▸ **What you are asked to do**
Pull out all lines from the listing below in which the word "main" appears.

▸ **Records for this exercise**
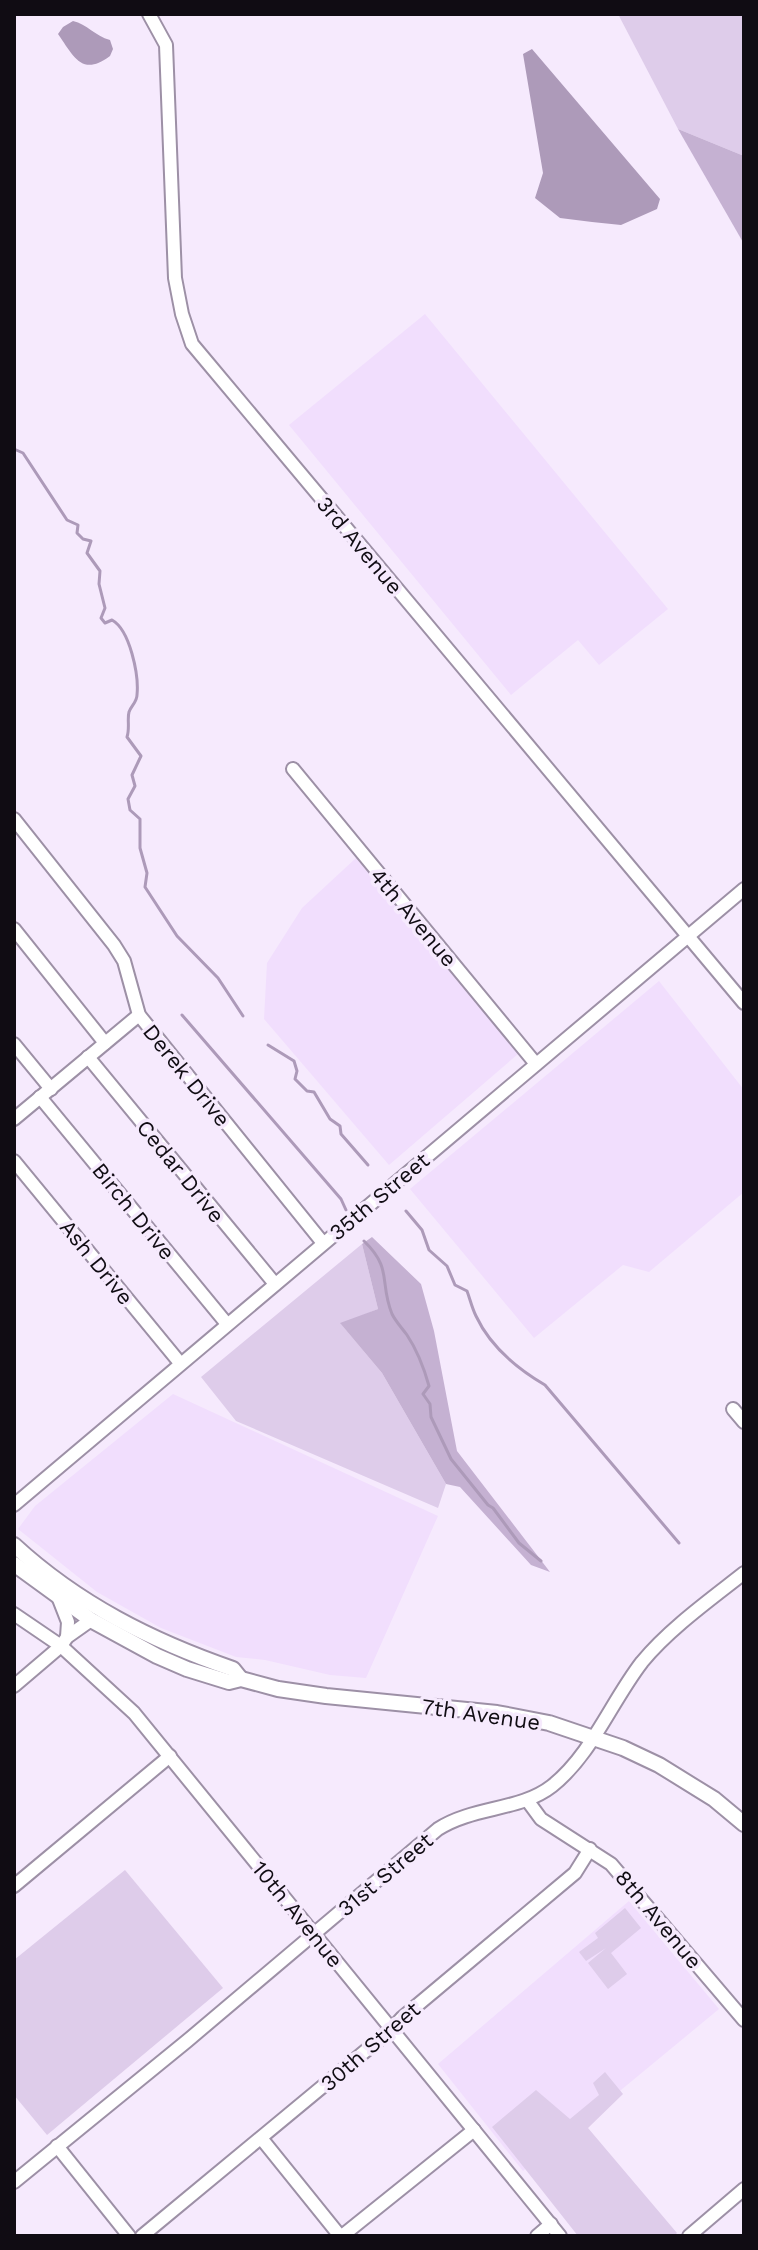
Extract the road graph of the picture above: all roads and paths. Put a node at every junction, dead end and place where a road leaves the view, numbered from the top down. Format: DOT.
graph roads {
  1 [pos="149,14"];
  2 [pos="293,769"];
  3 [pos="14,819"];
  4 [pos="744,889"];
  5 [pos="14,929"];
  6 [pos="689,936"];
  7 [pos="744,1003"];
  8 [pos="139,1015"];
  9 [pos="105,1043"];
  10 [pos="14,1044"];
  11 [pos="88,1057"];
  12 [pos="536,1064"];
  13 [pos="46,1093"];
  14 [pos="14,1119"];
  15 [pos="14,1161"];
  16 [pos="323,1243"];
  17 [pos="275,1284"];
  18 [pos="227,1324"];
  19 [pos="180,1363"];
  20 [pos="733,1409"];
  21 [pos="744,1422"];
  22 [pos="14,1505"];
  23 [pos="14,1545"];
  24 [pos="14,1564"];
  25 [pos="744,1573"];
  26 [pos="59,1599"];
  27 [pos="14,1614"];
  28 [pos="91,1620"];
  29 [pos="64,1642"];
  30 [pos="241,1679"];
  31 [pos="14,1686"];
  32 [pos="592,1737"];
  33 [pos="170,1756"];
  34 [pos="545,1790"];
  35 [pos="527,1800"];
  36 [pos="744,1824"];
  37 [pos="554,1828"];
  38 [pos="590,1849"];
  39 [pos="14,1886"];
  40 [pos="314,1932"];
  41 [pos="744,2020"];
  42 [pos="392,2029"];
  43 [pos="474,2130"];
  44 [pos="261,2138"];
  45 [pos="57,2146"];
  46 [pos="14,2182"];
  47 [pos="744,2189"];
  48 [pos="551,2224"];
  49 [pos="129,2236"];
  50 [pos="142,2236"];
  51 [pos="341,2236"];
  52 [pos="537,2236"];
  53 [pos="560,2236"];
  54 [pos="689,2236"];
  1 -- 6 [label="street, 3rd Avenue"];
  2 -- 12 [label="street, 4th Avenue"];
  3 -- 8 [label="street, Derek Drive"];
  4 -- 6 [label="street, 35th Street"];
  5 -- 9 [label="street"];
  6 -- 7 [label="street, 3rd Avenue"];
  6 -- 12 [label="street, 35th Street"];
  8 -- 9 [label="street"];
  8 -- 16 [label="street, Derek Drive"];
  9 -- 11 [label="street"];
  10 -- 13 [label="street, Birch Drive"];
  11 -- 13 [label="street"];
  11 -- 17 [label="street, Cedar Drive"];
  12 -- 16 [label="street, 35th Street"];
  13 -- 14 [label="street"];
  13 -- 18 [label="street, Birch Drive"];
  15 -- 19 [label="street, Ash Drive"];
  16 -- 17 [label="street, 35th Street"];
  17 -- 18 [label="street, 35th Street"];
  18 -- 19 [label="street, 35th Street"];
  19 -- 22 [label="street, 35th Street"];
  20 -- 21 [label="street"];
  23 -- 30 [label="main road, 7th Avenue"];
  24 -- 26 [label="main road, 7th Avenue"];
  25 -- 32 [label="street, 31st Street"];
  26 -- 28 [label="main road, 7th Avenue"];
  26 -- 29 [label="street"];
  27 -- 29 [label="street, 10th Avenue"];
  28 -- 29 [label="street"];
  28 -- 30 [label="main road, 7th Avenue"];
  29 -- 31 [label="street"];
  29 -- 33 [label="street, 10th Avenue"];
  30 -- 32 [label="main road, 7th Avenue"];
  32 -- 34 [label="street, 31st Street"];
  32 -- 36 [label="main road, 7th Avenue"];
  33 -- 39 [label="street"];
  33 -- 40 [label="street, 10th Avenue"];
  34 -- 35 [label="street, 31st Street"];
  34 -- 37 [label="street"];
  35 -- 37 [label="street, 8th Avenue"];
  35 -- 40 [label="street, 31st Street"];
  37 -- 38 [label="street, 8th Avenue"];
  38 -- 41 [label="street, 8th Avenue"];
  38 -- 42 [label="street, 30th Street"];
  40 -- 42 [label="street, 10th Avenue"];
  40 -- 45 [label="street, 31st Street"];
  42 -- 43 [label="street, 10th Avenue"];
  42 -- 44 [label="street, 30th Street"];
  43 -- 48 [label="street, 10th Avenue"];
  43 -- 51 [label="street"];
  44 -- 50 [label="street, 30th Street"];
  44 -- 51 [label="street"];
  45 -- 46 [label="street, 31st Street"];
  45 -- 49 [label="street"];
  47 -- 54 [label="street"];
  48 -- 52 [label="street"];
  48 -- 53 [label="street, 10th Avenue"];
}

▸ **Solution to this problem**
  23 -- 30 [label="main road, 7th Avenue"];
  24 -- 26 [label="main road, 7th Avenue"];
  26 -- 28 [label="main road, 7th Avenue"];
  28 -- 30 [label="main road, 7th Avenue"];
  30 -- 32 [label="main road, 7th Avenue"];
  32 -- 36 [label="main road, 7th Avenue"];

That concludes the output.